[Dataset entries]

◆ ◆ ◆ ◆ ◆

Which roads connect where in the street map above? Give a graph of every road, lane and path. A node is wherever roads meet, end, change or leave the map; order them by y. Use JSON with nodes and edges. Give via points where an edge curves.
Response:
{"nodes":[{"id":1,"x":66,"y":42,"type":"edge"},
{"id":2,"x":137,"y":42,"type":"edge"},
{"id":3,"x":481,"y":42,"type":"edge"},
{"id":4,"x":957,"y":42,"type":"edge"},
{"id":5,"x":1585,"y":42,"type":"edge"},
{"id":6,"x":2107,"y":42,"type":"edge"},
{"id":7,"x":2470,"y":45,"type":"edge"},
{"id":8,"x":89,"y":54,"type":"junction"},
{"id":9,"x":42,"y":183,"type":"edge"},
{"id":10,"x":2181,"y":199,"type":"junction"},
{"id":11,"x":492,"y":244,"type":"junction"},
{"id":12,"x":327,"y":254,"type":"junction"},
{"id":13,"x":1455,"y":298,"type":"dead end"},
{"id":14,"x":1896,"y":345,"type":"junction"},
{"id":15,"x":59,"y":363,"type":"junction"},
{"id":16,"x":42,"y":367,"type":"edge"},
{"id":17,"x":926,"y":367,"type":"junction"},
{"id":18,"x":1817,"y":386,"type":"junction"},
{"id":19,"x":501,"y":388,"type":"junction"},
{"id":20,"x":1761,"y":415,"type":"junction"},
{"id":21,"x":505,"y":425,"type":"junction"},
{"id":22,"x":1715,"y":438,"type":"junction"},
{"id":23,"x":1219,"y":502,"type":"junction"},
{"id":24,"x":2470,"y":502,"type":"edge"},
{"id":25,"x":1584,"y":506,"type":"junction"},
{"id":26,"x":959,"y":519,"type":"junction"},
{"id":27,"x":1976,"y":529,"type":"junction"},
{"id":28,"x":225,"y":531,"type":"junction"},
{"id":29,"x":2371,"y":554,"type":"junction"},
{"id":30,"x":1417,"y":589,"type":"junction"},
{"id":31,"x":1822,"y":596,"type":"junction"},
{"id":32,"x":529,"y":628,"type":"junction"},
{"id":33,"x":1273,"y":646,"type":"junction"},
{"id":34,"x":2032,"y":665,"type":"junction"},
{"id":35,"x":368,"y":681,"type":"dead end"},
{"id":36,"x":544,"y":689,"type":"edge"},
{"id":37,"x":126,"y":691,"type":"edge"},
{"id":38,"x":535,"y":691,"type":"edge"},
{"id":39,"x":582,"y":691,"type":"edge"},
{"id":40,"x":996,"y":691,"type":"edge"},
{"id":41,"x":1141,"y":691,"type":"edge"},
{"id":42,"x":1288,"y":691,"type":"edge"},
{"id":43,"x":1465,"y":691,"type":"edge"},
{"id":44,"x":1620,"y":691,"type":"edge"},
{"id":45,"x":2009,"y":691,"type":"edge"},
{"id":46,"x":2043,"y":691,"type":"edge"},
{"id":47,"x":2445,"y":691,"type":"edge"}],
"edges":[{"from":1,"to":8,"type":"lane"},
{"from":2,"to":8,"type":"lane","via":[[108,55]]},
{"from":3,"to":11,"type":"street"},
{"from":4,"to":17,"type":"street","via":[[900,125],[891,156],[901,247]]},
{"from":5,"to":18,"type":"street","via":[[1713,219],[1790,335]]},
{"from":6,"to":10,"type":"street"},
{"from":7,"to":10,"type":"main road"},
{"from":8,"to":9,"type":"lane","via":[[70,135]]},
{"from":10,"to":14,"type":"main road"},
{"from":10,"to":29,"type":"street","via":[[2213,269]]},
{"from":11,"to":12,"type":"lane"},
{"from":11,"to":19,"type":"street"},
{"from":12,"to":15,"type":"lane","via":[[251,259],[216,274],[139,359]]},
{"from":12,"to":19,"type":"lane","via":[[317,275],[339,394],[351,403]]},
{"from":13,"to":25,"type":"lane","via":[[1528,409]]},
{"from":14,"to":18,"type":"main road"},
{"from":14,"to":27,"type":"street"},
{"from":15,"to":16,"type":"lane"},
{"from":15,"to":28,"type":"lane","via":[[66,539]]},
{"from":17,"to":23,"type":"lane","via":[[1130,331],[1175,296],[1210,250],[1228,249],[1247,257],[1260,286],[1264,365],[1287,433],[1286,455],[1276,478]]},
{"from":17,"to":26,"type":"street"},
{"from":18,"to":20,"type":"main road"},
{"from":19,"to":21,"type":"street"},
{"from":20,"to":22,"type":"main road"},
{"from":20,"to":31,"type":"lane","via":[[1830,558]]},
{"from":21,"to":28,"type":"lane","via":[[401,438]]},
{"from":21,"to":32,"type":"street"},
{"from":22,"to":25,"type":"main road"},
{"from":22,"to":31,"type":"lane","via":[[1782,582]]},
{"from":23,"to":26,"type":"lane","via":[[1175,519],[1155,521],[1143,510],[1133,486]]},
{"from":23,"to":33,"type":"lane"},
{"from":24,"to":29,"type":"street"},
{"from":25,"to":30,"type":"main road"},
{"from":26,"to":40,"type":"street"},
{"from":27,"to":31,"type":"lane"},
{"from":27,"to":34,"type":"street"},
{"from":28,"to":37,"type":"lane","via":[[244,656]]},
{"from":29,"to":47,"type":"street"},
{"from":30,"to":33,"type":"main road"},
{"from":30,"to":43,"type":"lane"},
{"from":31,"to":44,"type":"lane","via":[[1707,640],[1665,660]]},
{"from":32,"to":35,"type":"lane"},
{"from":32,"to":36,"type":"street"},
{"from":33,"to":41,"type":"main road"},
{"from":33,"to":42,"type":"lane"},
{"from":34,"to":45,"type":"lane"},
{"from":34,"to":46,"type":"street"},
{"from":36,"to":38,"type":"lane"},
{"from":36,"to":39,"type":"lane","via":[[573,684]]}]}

◆ ◆ ◆ ◆ ◆

* _Task goal_
Your answer should be one number, the count of lines in the records that contain the word "edges".

* _Exercise solution_
2